(Saved data entries)

^^^^

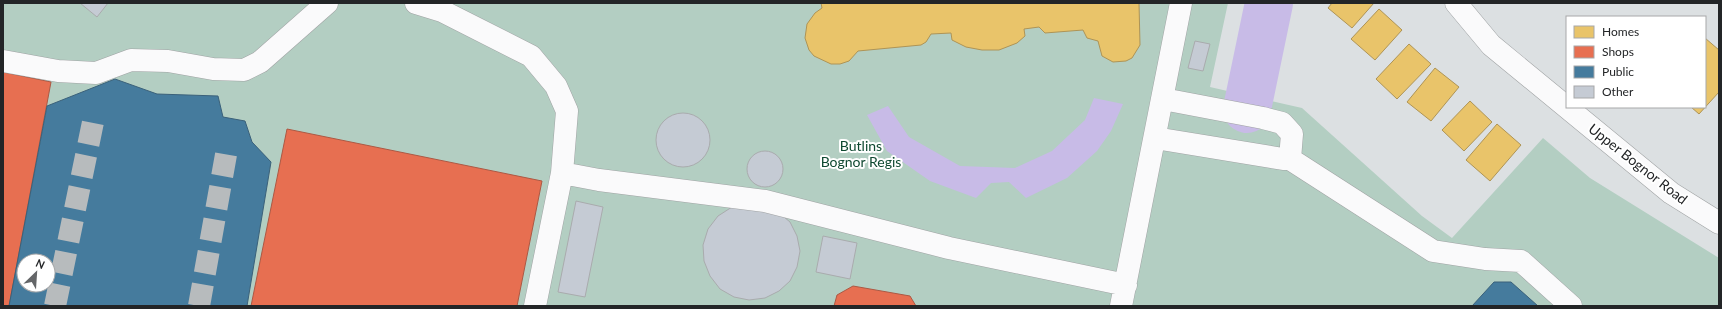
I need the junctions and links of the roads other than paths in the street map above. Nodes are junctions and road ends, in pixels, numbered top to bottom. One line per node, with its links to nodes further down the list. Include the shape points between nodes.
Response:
1 (327, 3): 5 (street, via 260,62 244,70 213,69 168,61 131,60 96,73 58,71)
2 (416, 3): 11 (street, via 442,11 531,56 556,86 566,112)
3 (1181, 3): 6 (street)
4 (1456, 3): 7 (street, Upper Bognor Road, via 1491,45)
5 (3, 61)
6 (1163, 99): 9 (street); 10 (street, via 1282,123 1292,134)
7 (1566, 107)
8 (1568, 108): 12 (street, Upper Bognor Road, via 1671,193)
9 (1155, 138): 10 (street); 13 (street)
10 (1290, 159): 15 (street, via 1433,251 1485,259 1521,261)
11 (562, 173): 13 (street, via 765,201); 14 (street)
12 (1719, 223)
13 (1124, 296)
14 (535, 306)
15 (1571, 306)

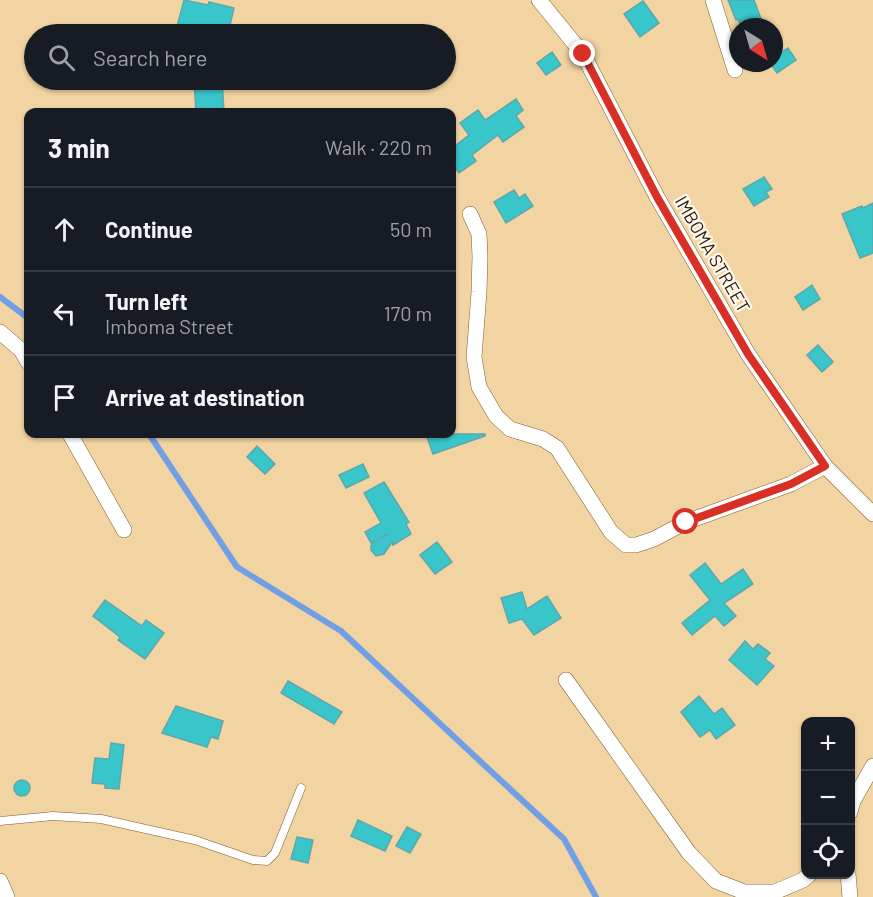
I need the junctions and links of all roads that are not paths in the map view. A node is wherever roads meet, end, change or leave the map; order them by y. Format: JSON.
{"nodes":[{"id":1,"x":538,"y":0,"type":"edge"},
{"id":2,"x":713,"y":0,"type":"edge"},
{"id":3,"x":729,"y":51,"type":"edge"},
{"id":4,"x":470,"y":214,"type":"dead end"},
{"id":5,"x":0,"y":332,"type":"edge"},
{"id":6,"x":24,"y":355,"type":"edge"},
{"id":7,"x":72,"y":438,"type":"edge"},
{"id":8,"x":825,"y":466,"type":"junction"},
{"id":9,"x":873,"y":514,"type":"edge"},
{"id":10,"x":124,"y":530,"type":"dead end"},
{"id":11,"x":566,"y":681,"type":"dead end"},
{"id":12,"x":873,"y":766,"type":"edge"},
{"id":13,"x":301,"y":788,"type":"dead end"},
{"id":14,"x":855,"y":798,"type":"edge"},
{"id":15,"x":0,"y":821,"type":"edge"},
{"id":16,"x":804,"y":879,"type":"edge"},
{"id":17,"x":848,"y":879,"type":"edge"},
{"id":18,"x":0,"y":882,"type":"edge"},
{"id":19,"x":7,"y":897,"type":"edge"},
{"id":20,"x":850,"y":897,"type":"edge"}],
"edges":[{"from":1,"to":8,"type":"street","name":"IMBOMA STREET"},
{"from":2,"to":3,"type":"street"},
{"from":4,"to":8,"type":"street"},
{"from":5,"to":6,"type":"street"},
{"from":7,"to":10,"type":"street"},
{"from":8,"to":9,"type":"street","name":"IMBOMA STREET"},
{"from":11,"to":16,"type":"street"},
{"from":12,"to":14,"type":"street"},
{"from":13,"to":15,"type":"lane"},
{"from":17,"to":20,"type":"street"},
{"from":18,"to":19,"type":"street"}]}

^^^^

PROBLEM: Send back the data above word for word, with the pictures left out.

FINISHED TASK:
I need the junctions and links of the roads other than paths in the street map above. Nodes are junctions and road ends, in pixels, numbered top to bottom. One line per node, with its links to nodes further down the list. Include the shape points between nodes.
Response:
1 (327, 3): 5 (street, via 260,62 244,70 213,69 168,61 131,60 96,73 58,71)
2 (416, 3): 11 (street, via 442,11 531,56 556,86 566,112)
3 (1181, 3): 6 (street)
4 (1456, 3): 7 (street, Upper Bognor Road, via 1491,45)
5 (3, 61)
6 (1163, 99): 9 (street); 10 (street, via 1282,123 1292,134)
7 (1566, 107)
8 (1568, 108): 12 (street, Upper Bognor Road, via 1671,193)
9 (1155, 138): 10 (street); 13 (street)
10 (1290, 159): 15 (street, via 1433,251 1485,259 1521,261)
11 (562, 173): 13 (street, via 765,201); 14 (street)
12 (1719, 223)
13 (1124, 296)
14 (535, 306)
15 (1571, 306)

I need the junctions and links of all roads that are not paths in the map view. A node is wherever roads meet, end, change or leave the map; order them by y. Format: JSON.
{"nodes":[{"id":1,"x":538,"y":0,"type":"edge"},
{"id":2,"x":713,"y":0,"type":"edge"},
{"id":3,"x":729,"y":51,"type":"edge"},
{"id":4,"x":470,"y":214,"type":"dead end"},
{"id":5,"x":0,"y":332,"type":"edge"},
{"id":6,"x":24,"y":355,"type":"edge"},
{"id":7,"x":72,"y":438,"type":"edge"},
{"id":8,"x":825,"y":466,"type":"junction"},
{"id":9,"x":873,"y":514,"type":"edge"},
{"id":10,"x":124,"y":530,"type":"dead end"},
{"id":11,"x":566,"y":681,"type":"dead end"},
{"id":12,"x":873,"y":766,"type":"edge"},
{"id":13,"x":301,"y":788,"type":"dead end"},
{"id":14,"x":855,"y":798,"type":"edge"},
{"id":15,"x":0,"y":821,"type":"edge"},
{"id":16,"x":804,"y":879,"type":"edge"},
{"id":17,"x":848,"y":879,"type":"edge"},
{"id":18,"x":0,"y":882,"type":"edge"},
{"id":19,"x":7,"y":897,"type":"edge"},
{"id":20,"x":850,"y":897,"type":"edge"}],
"edges":[{"from":1,"to":8,"type":"street","name":"IMBOMA STREET"},
{"from":2,"to":3,"type":"street"},
{"from":4,"to":8,"type":"street"},
{"from":5,"to":6,"type":"street"},
{"from":7,"to":10,"type":"street"},
{"from":8,"to":9,"type":"street","name":"IMBOMA STREET"},
{"from":11,"to":16,"type":"street"},
{"from":12,"to":14,"type":"street"},
{"from":13,"to":15,"type":"lane"},
{"from":17,"to":20,"type":"street"},
{"from":18,"to":19,"type":"street"}]}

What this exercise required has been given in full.